The regulatory debate over Nevada Power Co.'s request to purchase a partially completed 1,200-megawatt power plant from Duke Energy got under way in earnest last week with a series of regulatory filings.
Major players in the case -- including the state Bureau of Consumer Protection, the Southern Nevada Water Authority and the Public Utilities Commission staff -- all supported the purchase of the plant. The deal is expected to cost the utility $580 million to purchase and complete the plant.
Still, two sticking points stand to be the center of attention during an Aug. 25 PUC hearing on the deal. One is a reduction in the return on equity incentive the company has requested to buoy the deal. The other could be the high cost of natural gas.

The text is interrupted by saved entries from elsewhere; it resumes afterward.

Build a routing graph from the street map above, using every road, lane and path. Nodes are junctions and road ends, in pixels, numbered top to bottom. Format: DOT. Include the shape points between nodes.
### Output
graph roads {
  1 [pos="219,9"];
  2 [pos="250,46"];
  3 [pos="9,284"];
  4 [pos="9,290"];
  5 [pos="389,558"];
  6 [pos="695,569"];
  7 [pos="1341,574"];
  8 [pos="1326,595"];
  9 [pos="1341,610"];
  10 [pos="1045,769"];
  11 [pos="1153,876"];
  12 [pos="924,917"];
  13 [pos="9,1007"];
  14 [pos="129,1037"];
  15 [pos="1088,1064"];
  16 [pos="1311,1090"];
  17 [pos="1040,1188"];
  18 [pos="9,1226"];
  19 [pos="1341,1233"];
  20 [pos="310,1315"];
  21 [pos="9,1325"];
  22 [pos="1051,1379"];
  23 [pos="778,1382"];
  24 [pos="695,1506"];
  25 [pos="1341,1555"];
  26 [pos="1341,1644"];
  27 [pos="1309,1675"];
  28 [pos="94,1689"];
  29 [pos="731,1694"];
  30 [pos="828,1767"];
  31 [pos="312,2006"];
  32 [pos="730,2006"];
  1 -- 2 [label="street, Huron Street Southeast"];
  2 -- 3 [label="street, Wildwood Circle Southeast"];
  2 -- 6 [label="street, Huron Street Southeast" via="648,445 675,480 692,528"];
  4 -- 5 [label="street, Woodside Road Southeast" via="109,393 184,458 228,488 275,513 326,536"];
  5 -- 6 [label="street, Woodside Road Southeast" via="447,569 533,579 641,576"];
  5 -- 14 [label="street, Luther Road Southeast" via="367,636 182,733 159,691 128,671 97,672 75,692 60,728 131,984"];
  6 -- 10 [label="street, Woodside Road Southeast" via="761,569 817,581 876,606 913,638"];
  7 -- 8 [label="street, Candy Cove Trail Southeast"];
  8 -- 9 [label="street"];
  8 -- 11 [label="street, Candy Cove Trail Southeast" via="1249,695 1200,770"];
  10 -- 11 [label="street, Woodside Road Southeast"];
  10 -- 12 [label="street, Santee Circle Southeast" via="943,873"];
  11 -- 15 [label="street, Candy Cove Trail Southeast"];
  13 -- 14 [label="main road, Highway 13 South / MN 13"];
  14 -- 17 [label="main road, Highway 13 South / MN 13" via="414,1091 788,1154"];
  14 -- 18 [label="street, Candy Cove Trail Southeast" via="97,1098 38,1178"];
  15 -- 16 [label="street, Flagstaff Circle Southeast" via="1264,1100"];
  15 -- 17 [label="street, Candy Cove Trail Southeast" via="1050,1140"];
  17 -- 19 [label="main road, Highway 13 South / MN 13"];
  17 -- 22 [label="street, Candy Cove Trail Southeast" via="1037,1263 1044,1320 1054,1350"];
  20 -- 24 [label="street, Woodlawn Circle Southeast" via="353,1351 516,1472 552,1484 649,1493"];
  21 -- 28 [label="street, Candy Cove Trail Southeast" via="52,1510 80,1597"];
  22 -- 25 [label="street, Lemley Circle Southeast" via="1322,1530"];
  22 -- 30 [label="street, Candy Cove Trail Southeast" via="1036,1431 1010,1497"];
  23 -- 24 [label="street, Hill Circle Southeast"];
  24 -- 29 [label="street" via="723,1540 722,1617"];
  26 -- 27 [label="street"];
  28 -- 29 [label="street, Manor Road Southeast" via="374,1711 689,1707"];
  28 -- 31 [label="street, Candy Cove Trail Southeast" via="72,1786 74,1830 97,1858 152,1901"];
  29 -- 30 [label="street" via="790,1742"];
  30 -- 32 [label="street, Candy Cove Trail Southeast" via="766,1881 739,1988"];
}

Both the BCP and the Water Authority expressed concern over the Las Vegas electric company's ability to control natural gas costs at the plant.

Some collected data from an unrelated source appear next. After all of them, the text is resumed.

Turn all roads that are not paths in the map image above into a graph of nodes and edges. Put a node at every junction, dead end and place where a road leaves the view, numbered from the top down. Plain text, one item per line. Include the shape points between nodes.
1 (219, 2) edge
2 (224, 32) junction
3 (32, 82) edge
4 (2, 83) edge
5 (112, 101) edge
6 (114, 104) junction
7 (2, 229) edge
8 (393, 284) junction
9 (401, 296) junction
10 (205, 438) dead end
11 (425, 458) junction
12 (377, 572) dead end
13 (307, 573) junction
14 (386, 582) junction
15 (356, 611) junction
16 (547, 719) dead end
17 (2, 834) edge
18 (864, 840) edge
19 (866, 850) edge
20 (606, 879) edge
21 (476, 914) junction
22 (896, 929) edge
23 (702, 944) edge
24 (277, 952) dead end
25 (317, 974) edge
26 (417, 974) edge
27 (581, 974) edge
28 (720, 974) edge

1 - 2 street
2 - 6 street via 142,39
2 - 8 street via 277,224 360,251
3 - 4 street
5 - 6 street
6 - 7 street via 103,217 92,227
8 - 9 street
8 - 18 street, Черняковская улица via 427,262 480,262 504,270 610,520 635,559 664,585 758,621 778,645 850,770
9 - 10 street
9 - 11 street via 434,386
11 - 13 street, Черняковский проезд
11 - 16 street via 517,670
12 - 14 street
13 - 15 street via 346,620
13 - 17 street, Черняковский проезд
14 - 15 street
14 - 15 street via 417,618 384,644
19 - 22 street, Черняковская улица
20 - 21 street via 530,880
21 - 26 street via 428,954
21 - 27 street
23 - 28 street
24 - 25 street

The new plant -- which is north of Las Vegas in the Apex Industrial Park and dubbed Moapa -- will be about twice the size of a plant the company had proposed to build on the existing Harry Allen generating station site. The company must now receive regulatory approval to swap the projects in an already approved resource plan.
Dennis Peseau, an economist for the water authority, said greater gas consumption poses greater risk. He recommended that the commission order formal discussions regarding the company's hedging strategy, which is designed to limit the exposure to volatile markets.
"Given the potential greater exposure to gas prices with Moapa ... I recommend that the hedging issue be revisited," he said in his testimony.
Nevada Consumer Advocate Tim Hay, head of the BCP, also questioned the natural gas impact of the new plant. He said, however, that the final recommendation of the BCP on the matter has been delayed because of slow responses to data requests the bureau has made to the utility.
There's good reason for the concern.
In July 2002, the average cost per million British thermal units (BTUs) of natural gas was $3.04 at the benchmark Henry Hub trading location, said information provided by the Department of Energy's Energy Information Administration. A year later, that price had jumped to $4.69. At the end of July this year, the price sat at $5.77.
The long-term outlook, as provided by the administration, does not look much better.
Total U.S. natural gas consumption in 2002 was 22.6 trillion cubic feet, the EIA said. By 2025, based in large part on increased demand from electric power plants, that annual total could reach 34.2 trillion cubic feet if economic growth continues to be strong, the EIA projected.
Enron timetable set
The Federal Energy Regulatory Commission has made good on its promise to grant an expedited hearing to Nevada Power and its Reno-based sister utility Sierra Pacific Power Co. in their contract dispute with disgraced power trader Enron Corp.
At stake is more than $300 million Enron claims it is owed for contracts entered into during the Western energy crisis and later canceled by the Houston-based company. The Nevada companies claim the contracts should be abandoned because of market manipulation on the part of Enron and others.
Following a series of pre-filing dates for written testimony, the parties will begin hearings in Washington on Oct. 18. FERC has then promised an initial decision by Dec. 31.
While the utilities and other interested parties declined to comment, the fact that FERC -- which has drawn sharp criticism for failing to act on the Nevada complaints -- is unlikely to render a decision until after the presidential election is decided in November has drawn laughs around the state.